(Stored items)
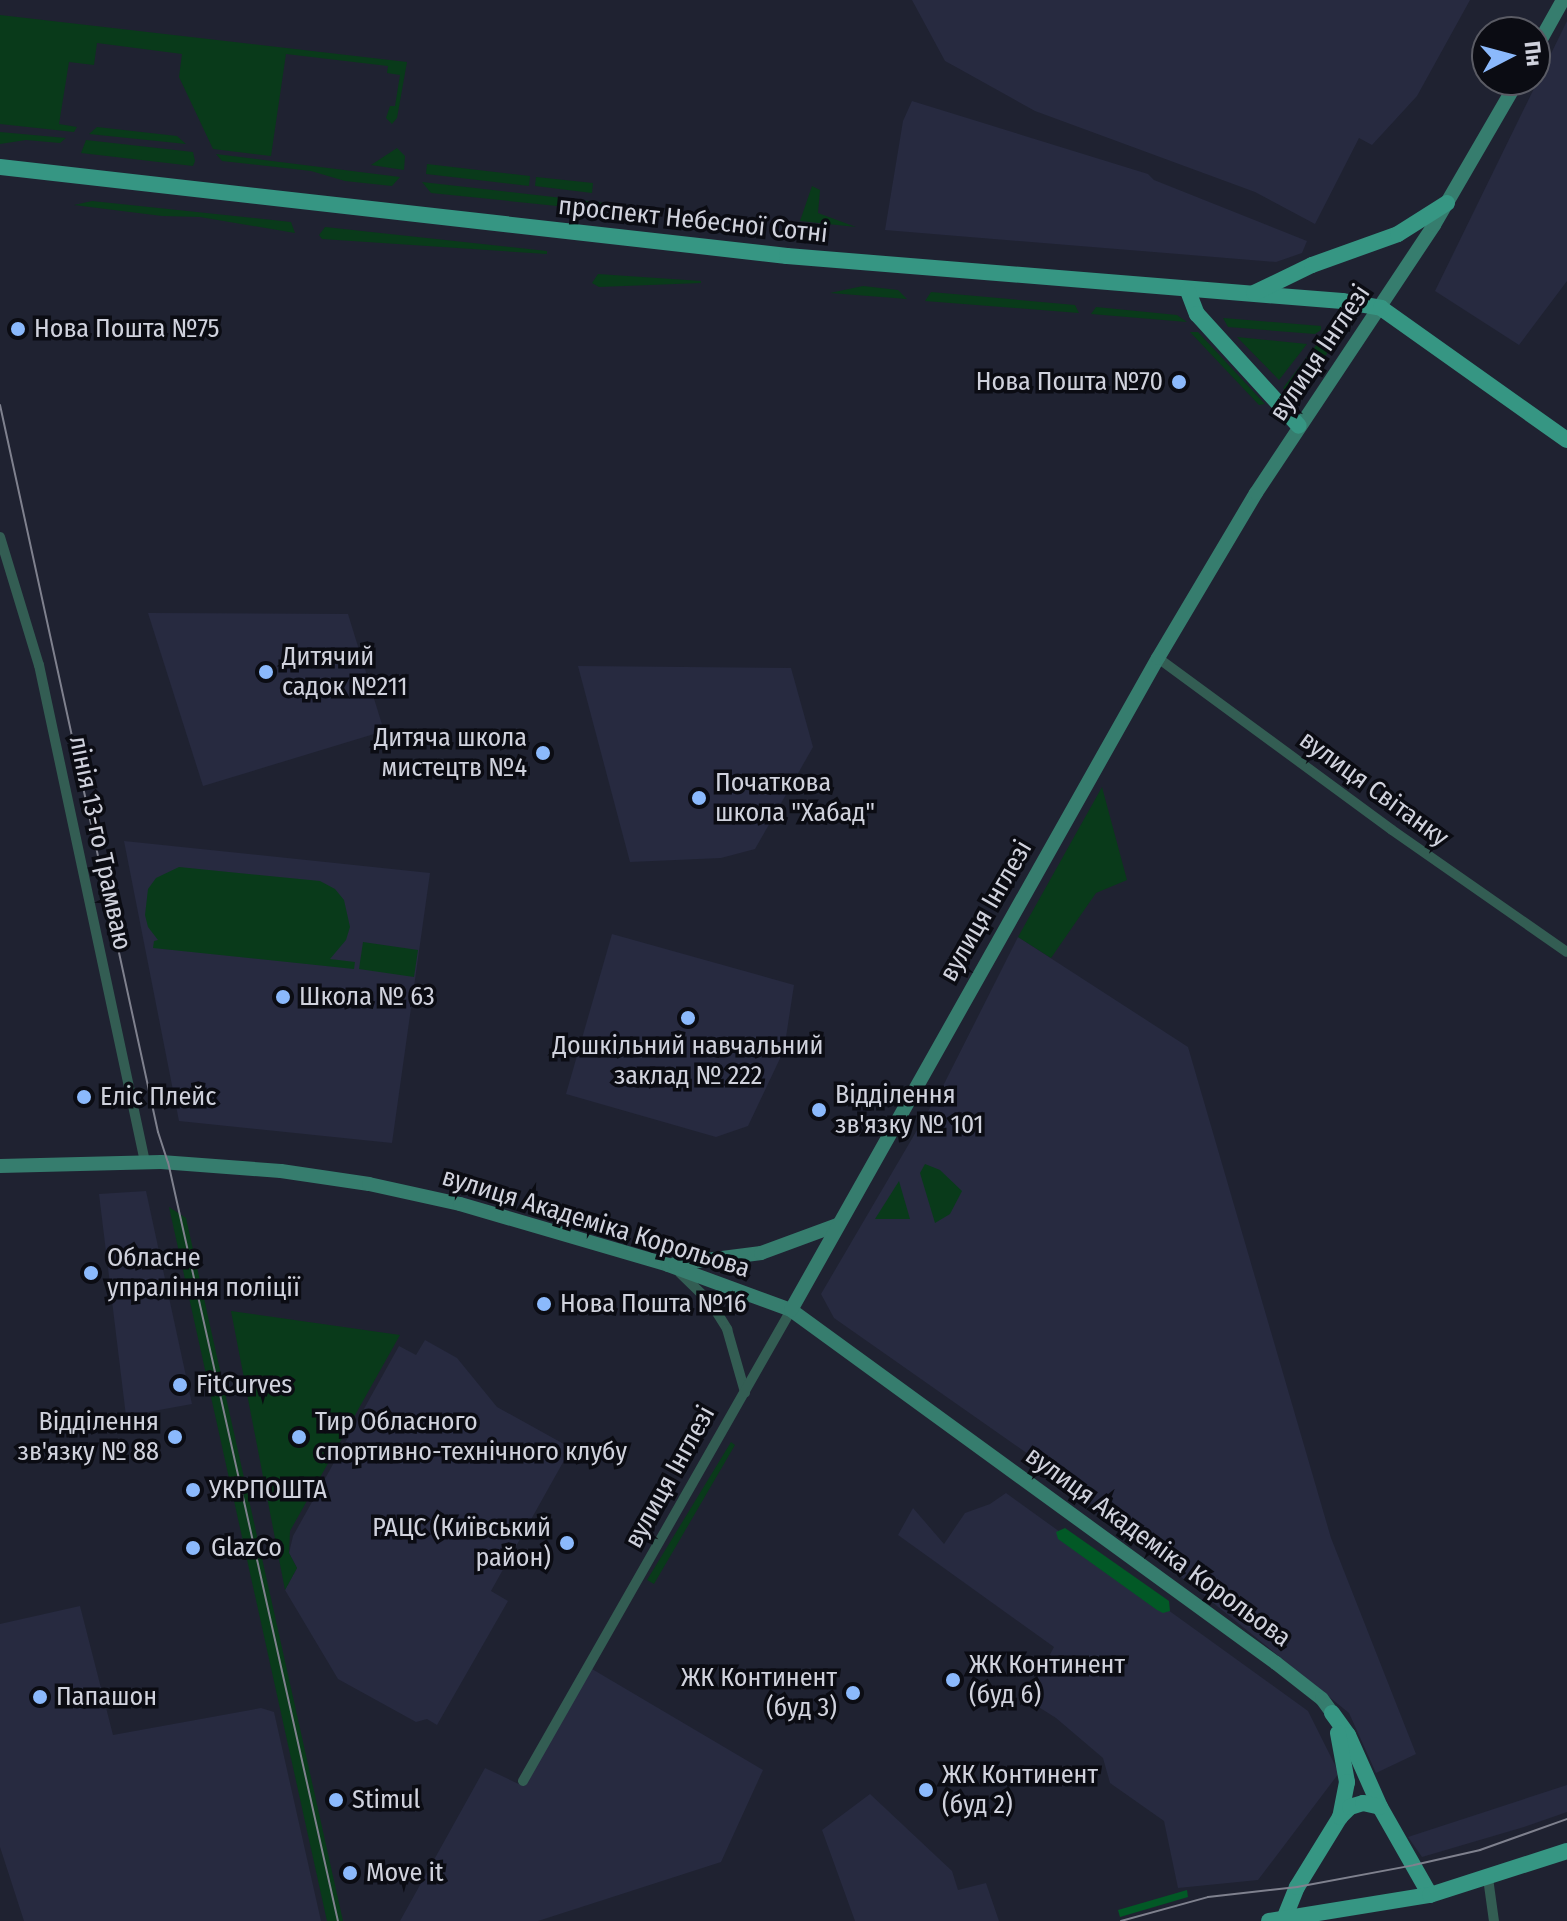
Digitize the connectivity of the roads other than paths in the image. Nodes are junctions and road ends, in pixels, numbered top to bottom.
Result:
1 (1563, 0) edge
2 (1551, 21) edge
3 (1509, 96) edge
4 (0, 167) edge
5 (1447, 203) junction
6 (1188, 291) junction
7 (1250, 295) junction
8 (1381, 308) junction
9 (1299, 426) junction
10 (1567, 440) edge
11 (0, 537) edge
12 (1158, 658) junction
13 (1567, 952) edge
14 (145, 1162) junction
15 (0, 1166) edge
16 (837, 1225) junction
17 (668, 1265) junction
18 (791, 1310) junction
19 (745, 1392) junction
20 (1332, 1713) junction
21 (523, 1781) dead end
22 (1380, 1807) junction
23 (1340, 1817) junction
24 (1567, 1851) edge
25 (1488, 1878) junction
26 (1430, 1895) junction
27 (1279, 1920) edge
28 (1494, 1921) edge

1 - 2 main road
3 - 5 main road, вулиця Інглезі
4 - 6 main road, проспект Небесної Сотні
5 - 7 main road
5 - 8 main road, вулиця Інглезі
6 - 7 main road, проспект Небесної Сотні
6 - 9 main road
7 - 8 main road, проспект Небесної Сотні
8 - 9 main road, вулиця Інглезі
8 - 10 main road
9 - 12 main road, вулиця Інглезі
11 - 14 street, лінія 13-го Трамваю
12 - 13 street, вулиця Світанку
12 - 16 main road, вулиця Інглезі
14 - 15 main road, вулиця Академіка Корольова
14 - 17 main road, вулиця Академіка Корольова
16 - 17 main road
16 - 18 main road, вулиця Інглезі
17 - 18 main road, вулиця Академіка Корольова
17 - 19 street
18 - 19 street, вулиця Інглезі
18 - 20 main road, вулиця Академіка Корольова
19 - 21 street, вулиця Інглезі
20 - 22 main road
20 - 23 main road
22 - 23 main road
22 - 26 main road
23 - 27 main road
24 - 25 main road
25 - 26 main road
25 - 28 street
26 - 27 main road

▶ **What to produce**: Apart from the pictures, set down all the entries above exactly.

▶ **Result of the task**:
Digitize the connectivity of the roads other than paths in the image. Nodes are junctions and road ends, in pixels, numbered top to bottom.
Result:
1 (1563, 0) edge
2 (1551, 21) edge
3 (1509, 96) edge
4 (0, 167) edge
5 (1447, 203) junction
6 (1188, 291) junction
7 (1250, 295) junction
8 (1381, 308) junction
9 (1299, 426) junction
10 (1567, 440) edge
11 (0, 537) edge
12 (1158, 658) junction
13 (1567, 952) edge
14 (145, 1162) junction
15 (0, 1166) edge
16 (837, 1225) junction
17 (668, 1265) junction
18 (791, 1310) junction
19 (745, 1392) junction
20 (1332, 1713) junction
21 (523, 1781) dead end
22 (1380, 1807) junction
23 (1340, 1817) junction
24 (1567, 1851) edge
25 (1488, 1878) junction
26 (1430, 1895) junction
27 (1279, 1920) edge
28 (1494, 1921) edge

1 - 2 main road
3 - 5 main road, вулиця Інглезі
4 - 6 main road, проспект Небесної Сотні
5 - 7 main road
5 - 8 main road, вулиця Інглезі
6 - 7 main road, проспект Небесної Сотні
6 - 9 main road
7 - 8 main road, проспект Небесної Сотні
8 - 9 main road, вулиця Інглезі
8 - 10 main road
9 - 12 main road, вулиця Інглезі
11 - 14 street, лінія 13-го Трамваю
12 - 13 street, вулиця Світанку
12 - 16 main road, вулиця Інглезі
14 - 15 main road, вулиця Академіка Корольова
14 - 17 main road, вулиця Академіка Корольова
16 - 17 main road
16 - 18 main road, вулиця Інглезі
17 - 18 main road, вулиця Академіка Корольова
17 - 19 street
18 - 19 street, вулиця Інглезі
18 - 20 main road, вулиця Академіка Корольова
19 - 21 street, вулиця Інглезі
20 - 22 main road
20 - 23 main road
22 - 23 main road
22 - 26 main road
23 - 27 main road
24 - 25 main road
25 - 26 main road
25 - 28 street
26 - 27 main road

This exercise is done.